▶ Requirement:
Report every line of the entries that contains the word "Ríos".

(Records shown begins)

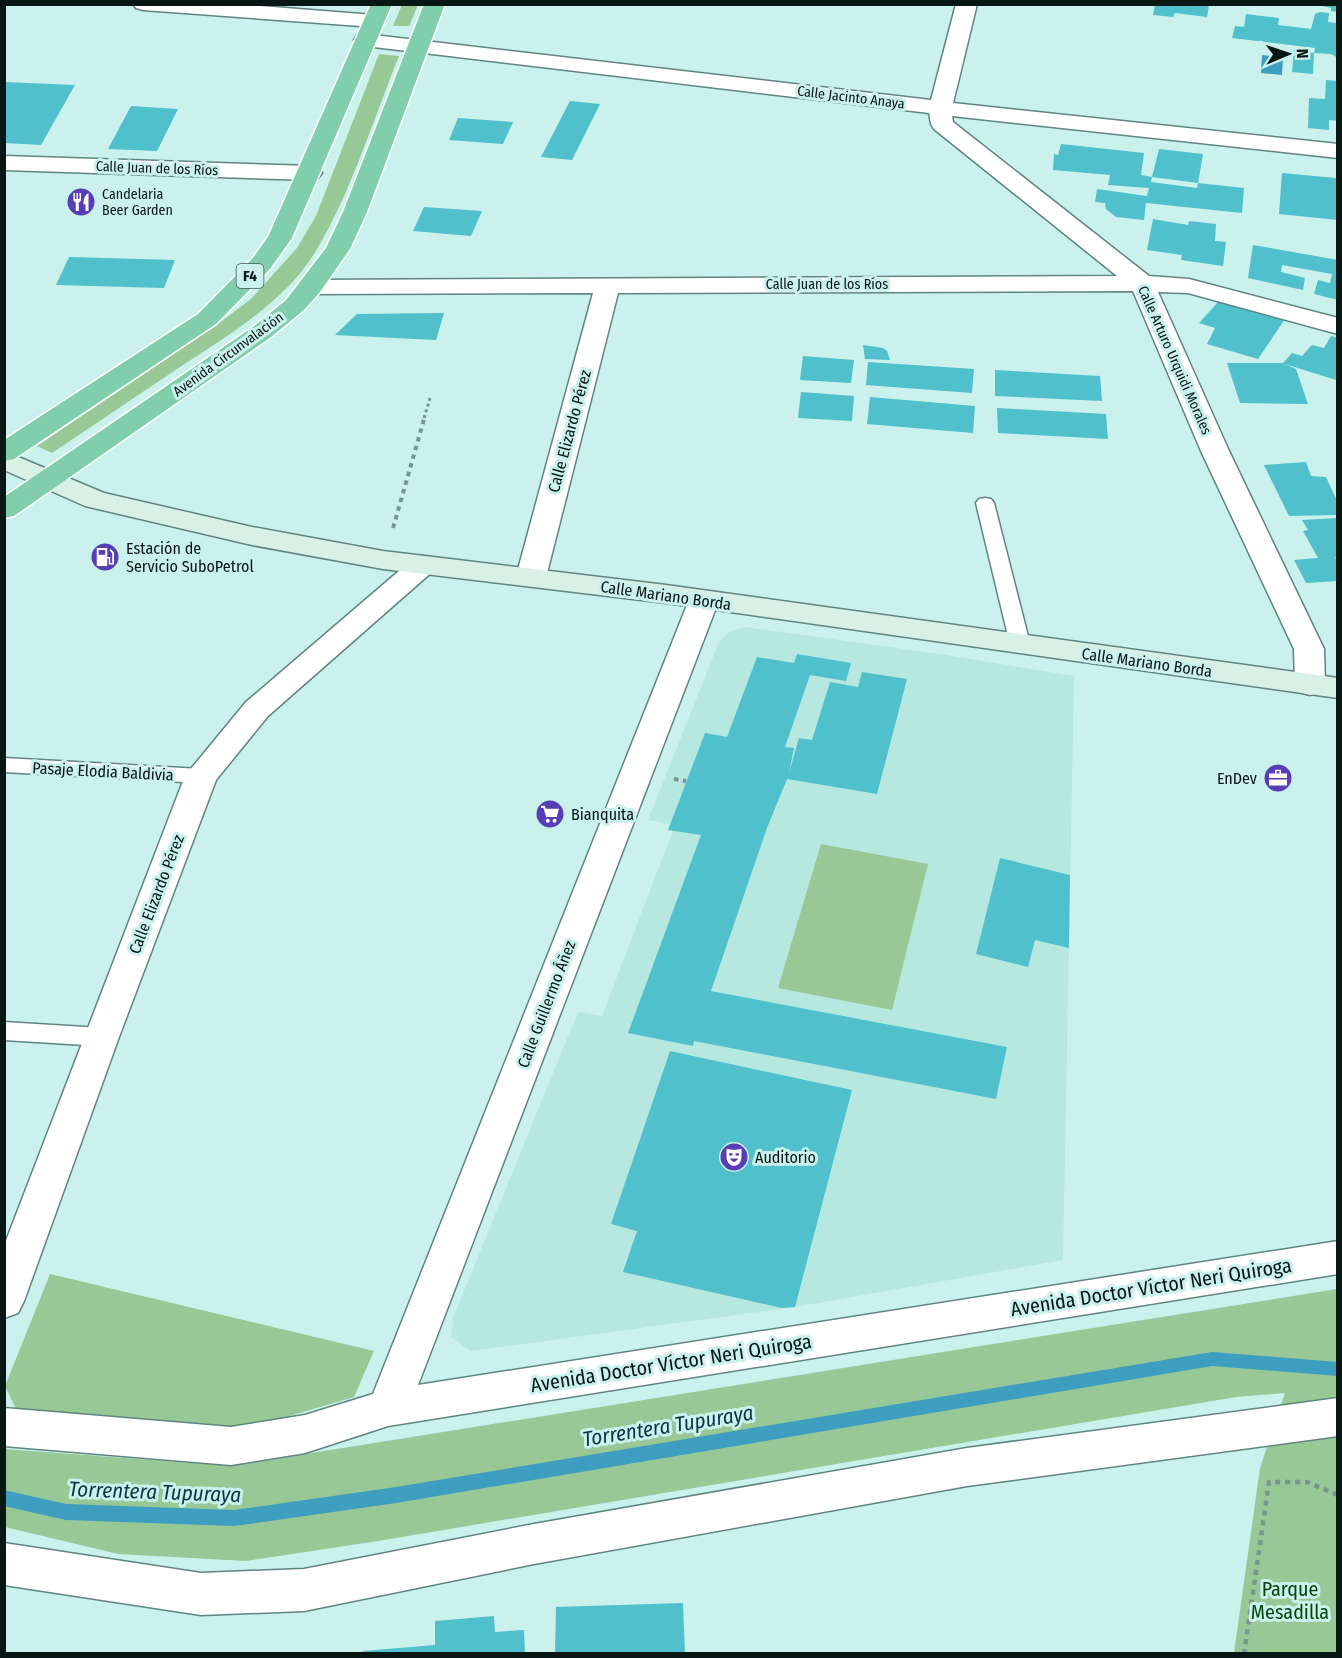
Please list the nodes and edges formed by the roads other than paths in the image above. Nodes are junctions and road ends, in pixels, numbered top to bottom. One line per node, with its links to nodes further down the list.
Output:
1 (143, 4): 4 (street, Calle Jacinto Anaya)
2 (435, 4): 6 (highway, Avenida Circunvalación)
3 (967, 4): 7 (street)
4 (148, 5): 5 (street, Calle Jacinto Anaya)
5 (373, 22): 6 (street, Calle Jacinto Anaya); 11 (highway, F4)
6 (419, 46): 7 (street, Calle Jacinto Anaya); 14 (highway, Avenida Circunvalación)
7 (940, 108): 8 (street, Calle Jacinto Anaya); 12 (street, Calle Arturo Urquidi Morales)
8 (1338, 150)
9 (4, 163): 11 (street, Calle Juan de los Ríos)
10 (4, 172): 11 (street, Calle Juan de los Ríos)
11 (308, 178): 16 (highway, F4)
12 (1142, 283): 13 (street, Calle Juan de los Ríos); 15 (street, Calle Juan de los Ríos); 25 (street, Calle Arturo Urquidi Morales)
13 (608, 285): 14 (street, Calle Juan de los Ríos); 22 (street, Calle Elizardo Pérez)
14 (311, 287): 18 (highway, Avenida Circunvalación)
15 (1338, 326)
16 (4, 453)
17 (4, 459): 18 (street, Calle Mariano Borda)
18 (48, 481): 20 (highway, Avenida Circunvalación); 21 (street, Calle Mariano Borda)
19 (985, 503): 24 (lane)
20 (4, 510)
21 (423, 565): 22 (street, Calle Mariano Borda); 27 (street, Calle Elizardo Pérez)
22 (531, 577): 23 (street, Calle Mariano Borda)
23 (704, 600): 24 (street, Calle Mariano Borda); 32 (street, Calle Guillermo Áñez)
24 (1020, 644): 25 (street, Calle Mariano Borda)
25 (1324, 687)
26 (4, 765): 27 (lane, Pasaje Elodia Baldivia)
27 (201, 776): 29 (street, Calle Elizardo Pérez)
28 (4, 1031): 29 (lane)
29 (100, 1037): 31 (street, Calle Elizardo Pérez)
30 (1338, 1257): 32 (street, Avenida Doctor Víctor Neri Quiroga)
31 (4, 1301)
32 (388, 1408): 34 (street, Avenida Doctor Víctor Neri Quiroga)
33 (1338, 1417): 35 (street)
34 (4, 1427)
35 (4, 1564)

(Records shown ends)

▶ Exercise output:
9 (4, 163): 11 (street, Calle Juan de los Ríos)
10 (4, 172): 11 (street, Calle Juan de los Ríos)
12 (1142, 283): 13 (street, Calle Juan de los Ríos); 15 (street, Calle Juan de los Ríos); 25 (street, Calle Arturo Urquidi Morales)
13 (608, 285): 14 (street, Calle Juan de los Ríos); 22 (street, Calle Elizardo Pérez)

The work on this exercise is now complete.